The reference implementation includes a live protocol server, a real-time dashboard, a simulation theatre that runs industry scenarios as real protocol operations, and an AI playground where a live agent reads organizational context through the protocol and produces real provenance records with every tool call.
How we built it
The backend is an Express.js server with SQLite in WAL mode for the artifact metadata and version graph. Artifact payloads are stored as content-addressed blobs on the filesystem, keyed by SHA-256 hash. Real-time synchronization runs over Server-Sent Events. The permission layer is middleware that evaluates every request against a grant table supporting glob patterns and agent class matching.
The frontend is a Next JS application with a real-time dashboard, simulation theatre, protocol explorer, and AI playground. The simulation engine runs scripted industry narratives as actual API calls against the live server, producing real versions, change events, and provenance records.
The AI playground connects to Groq running a large language model with tool-use capabilities. The agent is registered as an actor on the ContextSync server and reads organizational context through the same REST API that the CLI and dashboard use. Every tool call produces a real provenance entry.
We designed the protocol spec first, then built the server, then the simulations, then the UI. The whitepaper was written in parallel with the implementation so the spec and the code stayed in sync.
Challenges we ran into
Getting the permission model right was harder than expected. The interaction between individual actor grants, agent class grants, and glob patterns on artifact URIs created edge cases we did not anticipate. A grant like "all compliance-monitor agents can read ctx://acme/compliance/*" sounds simple until you need to resolve it against a specific artifact request in under a millisecond while also logging the permission check in the provenance log.
The simulation engine was tricky because we wanted the narratives to feel realistic but also run as real protocol operations. Every beat in a simulation is an actual API call, which means timing, ordering, and error handling all matter. Getting the healthcare simulation to correctly enforce permission boundaries while also completing the full narrative in a reasonable time required several iterations.
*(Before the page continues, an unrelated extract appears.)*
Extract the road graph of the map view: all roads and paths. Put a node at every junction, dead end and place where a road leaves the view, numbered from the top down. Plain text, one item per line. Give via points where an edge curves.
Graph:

Keeping the AI playground agent grounded was an ongoing challenge. The agent needs to use ContextSync tools to answer questions, not hallucinate answers from its training data. Prompt engineering the tool-use behavior to be reliable across different question types took more tuning than we expected.
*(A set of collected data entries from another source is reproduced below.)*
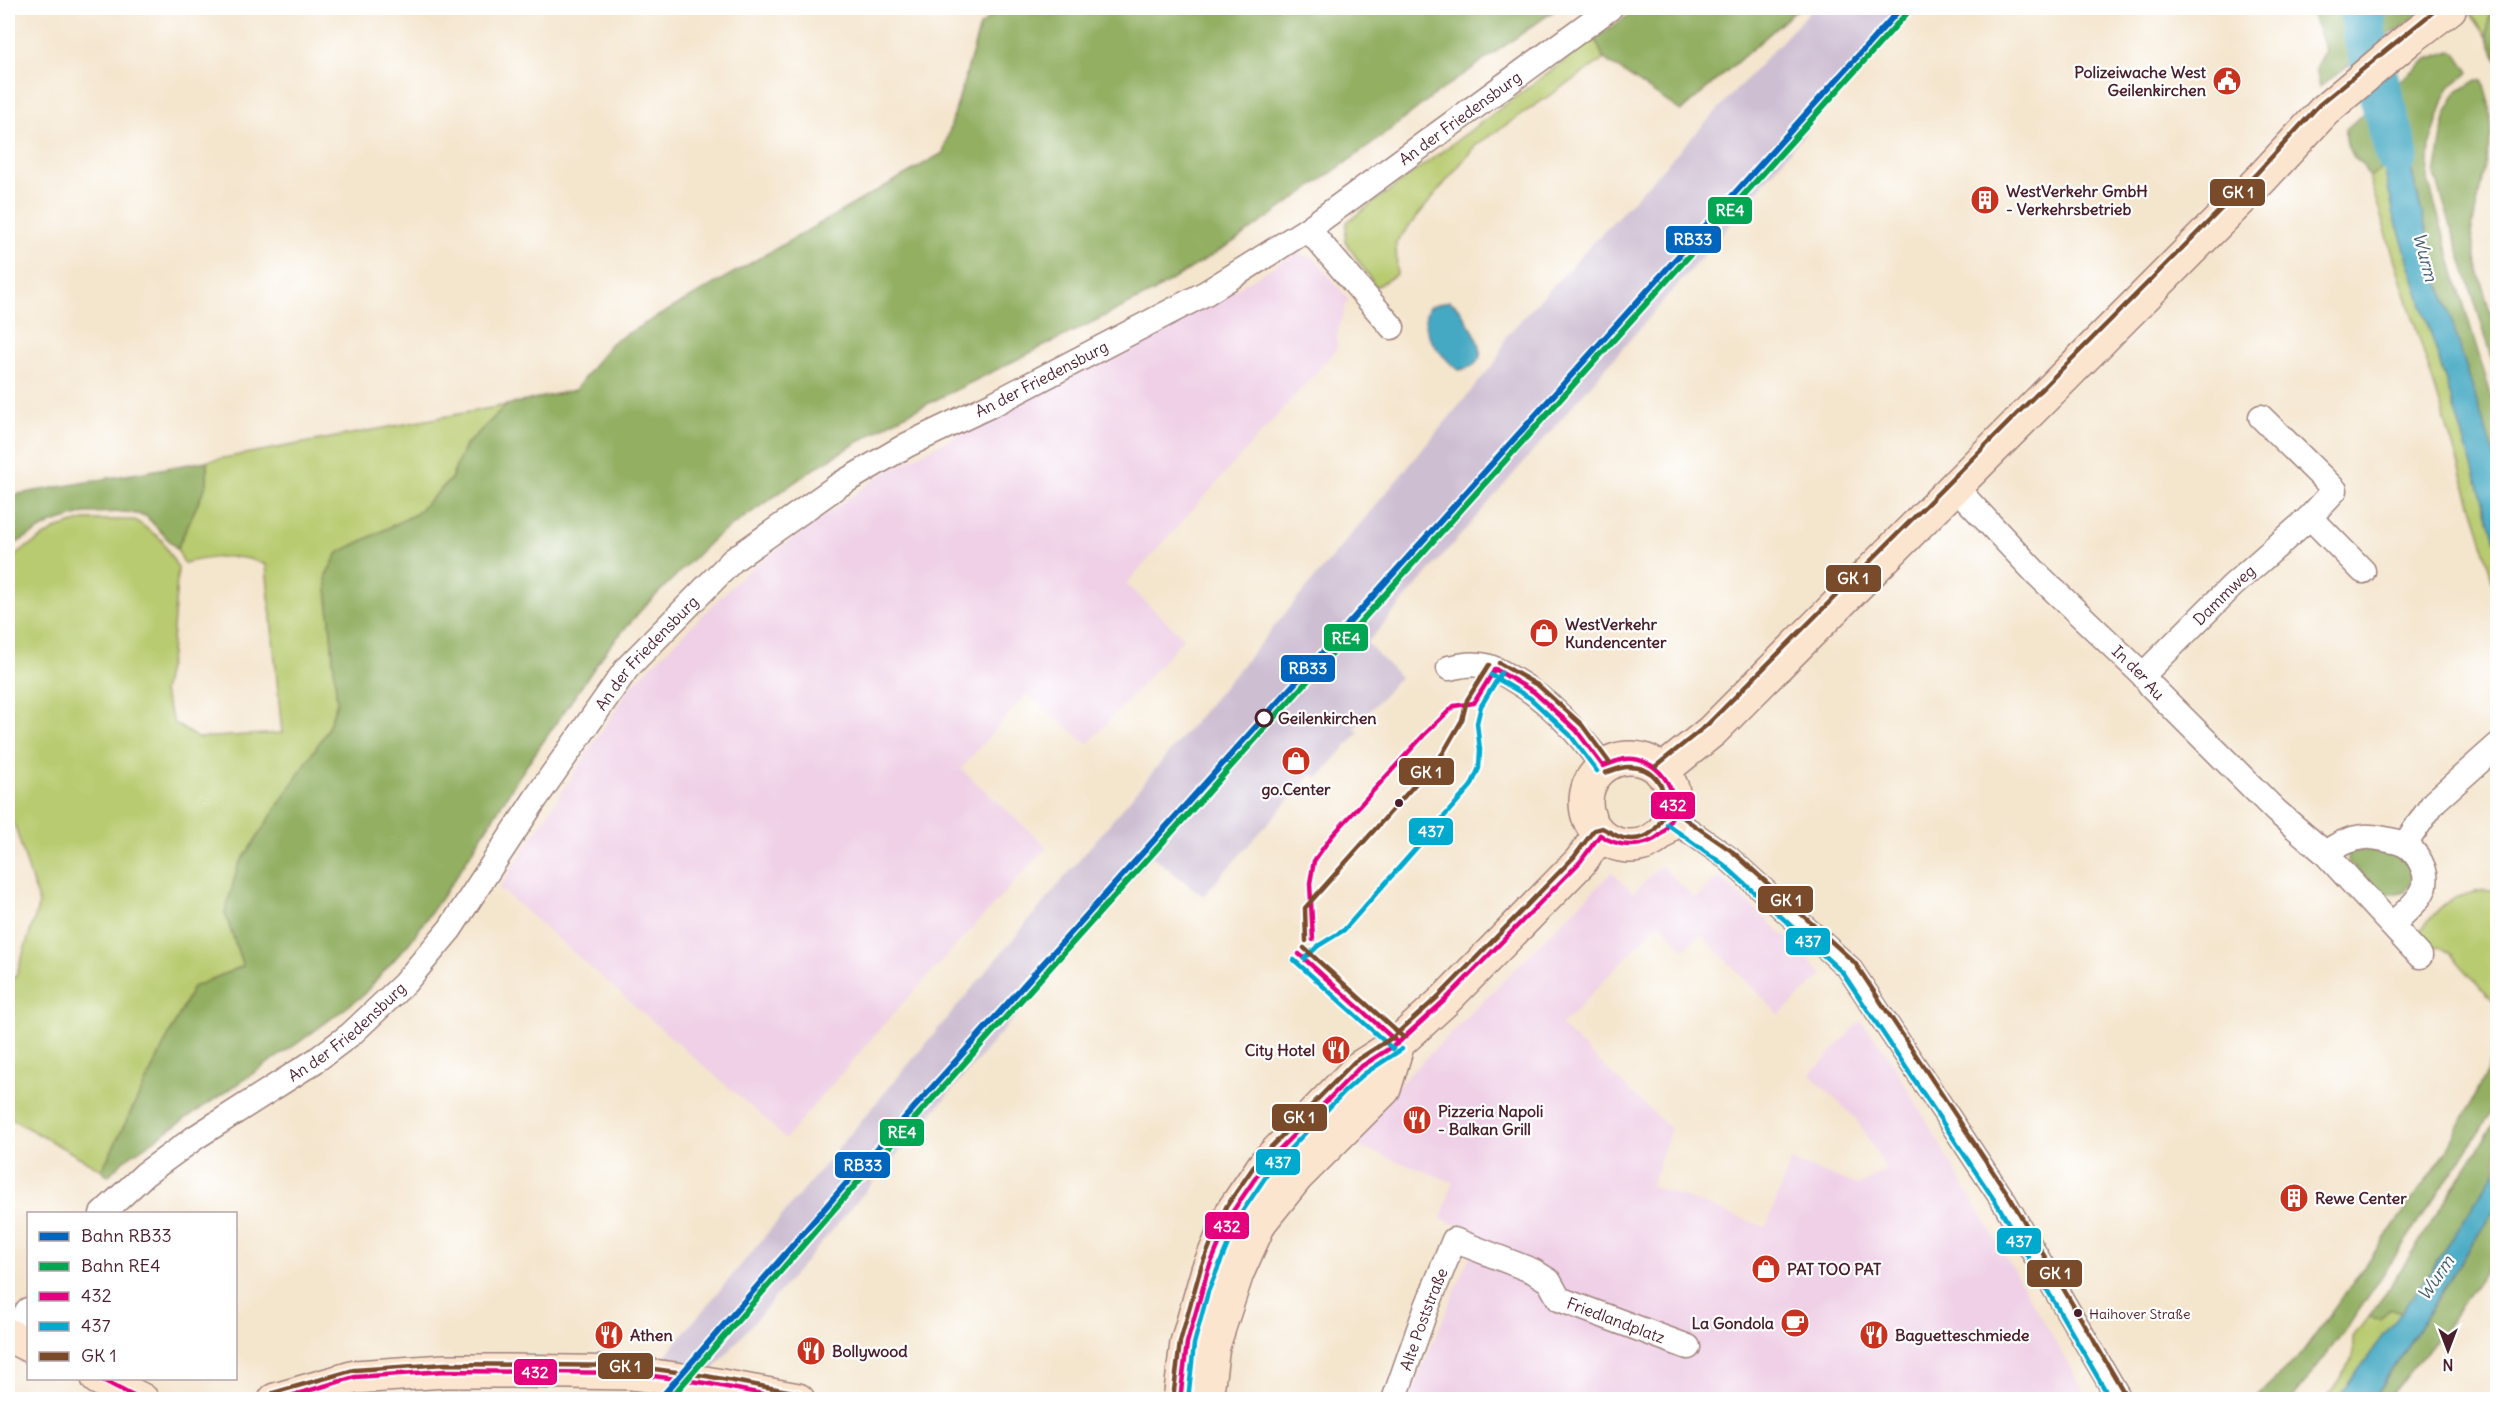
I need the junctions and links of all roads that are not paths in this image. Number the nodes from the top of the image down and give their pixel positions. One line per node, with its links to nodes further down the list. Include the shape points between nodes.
1 (1610, 8): 3 (street, An der Friedensburg)
2 (2450, 8): 6 (main road, via 2318,117)
3 (1308, 229): 4 (street); 21 (street, An der Friedensburg, via 1206,293 907,445 839,485 733,560 627,668 450,929 404,984 351,1034 171,1155)
4 (1392, 327)
5 (2261, 417): 7 (street, Dammweg, via 2335,490)
6 (1955, 487): 10 (street, In der Au, via 2037,574); 13 (main road, via 1712,731)
7 (2310, 517): 8 (street); 10 (street, Dammweg, via 2232,586)
8 (2363, 571)
9 (1449, 668): 12 (street, via 1468,664 1495,669 1534,692 1576,730)
10 (2143, 675): 17 (street, In der Au, via 2276,811)
11 (2498, 745): 16 (street, via 2434,802)
12 (1603, 766): 13 (main road, via 1627,758 1651,764); 15 (main road, via 1586,794 1587,816)
13 (1661, 772): 14 (main road, via 1674,798)
14 (1671, 818): 15 (main road, via 1659,836 1640,845 1618,845); 31 (street, via 1728,858 1849,968 2005,1203)
15 (1600, 835): 20 (main road, via 1580,862)
16 (2404, 844): 17 (street, via 2365,836 2339,843); 18 (street, via 2424,869 2425,886)
17 (2325, 853): 18 (street, In der Au)
18 (2392, 925): 19 (street, In der Au)
19 (2420, 956)
20 (1398, 1043): 28 (main road, via 1359,1068 1339,1087 1265,1164 1233,1211 1201,1290 1187,1343); 29 (main road, via 1384,1089 1297,1176 1260,1222 1213,1346)
21 (104, 1212)
22 (1454, 1240): 23 (street, Friedlandplatz, via 1533,1271 1550,1281 1559,1299); 30 (street, Alte Poststraße)
23 (1688, 1347)
24 (102, 1380): 25 (main road)
25 (142, 1400)
26 (275, 1400): 27 (main road, via 355,1377 532,1371 631,1373)
27 (798, 1400)
28 (1180, 1400)
29 (1206, 1400)
30 (1394, 1400)
31 (2120, 1400)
Accomplishments that we're proud of
The protocol works. Not as a mockup or a slide deck, but as a live system that handles real concurrent operations across three simulated industries at different scales. The fintech simulation propagates a regulatory change across 11 actors in under 500 milliseconds. The enterprise simulation cascades a policy update across 550 actors with 100% permission enforcement and 100% audit completeness.
The AI playground is the piece that makes it real. Watching a live agent read organizational context through the protocol and produce provenance records with every tool call is the moment where the concept stops being theoretical. You can see exactly what the agent knew, when it knew it, and which version of which document it was working from.
The whitepaper and the implementation match. The protocol spec is not aspirational. Every primitive described in the paper is implemented and running in the reference server.
What we learned
Protocols are harder to design than products. A product can make opinionated choices about how things work. A protocol has to be general enough that anyone can implement it while being specific enough that implementations are actually interoperable. Finding that line for ContextSync, especially around the permission model and the provenance schema, was the hardest design work of the project.
Context synchronization is a bigger problem than we initially scoped. We started thinking about document versioning and ended up in territory that touches access control, real-time event systems, audit compliance, and agent coordination. Each of those is its own field. The protocol needs to be simple enough to adopt incrementally, but the problem space it addresses is genuinely deep.
The gap is real. Every time we described the problem to someone at DevFest, the reaction was the same: "Yeah, we are dealing with that right now." That signal, more than anything technical, tells us this is worth pursuing beyond the hackathon.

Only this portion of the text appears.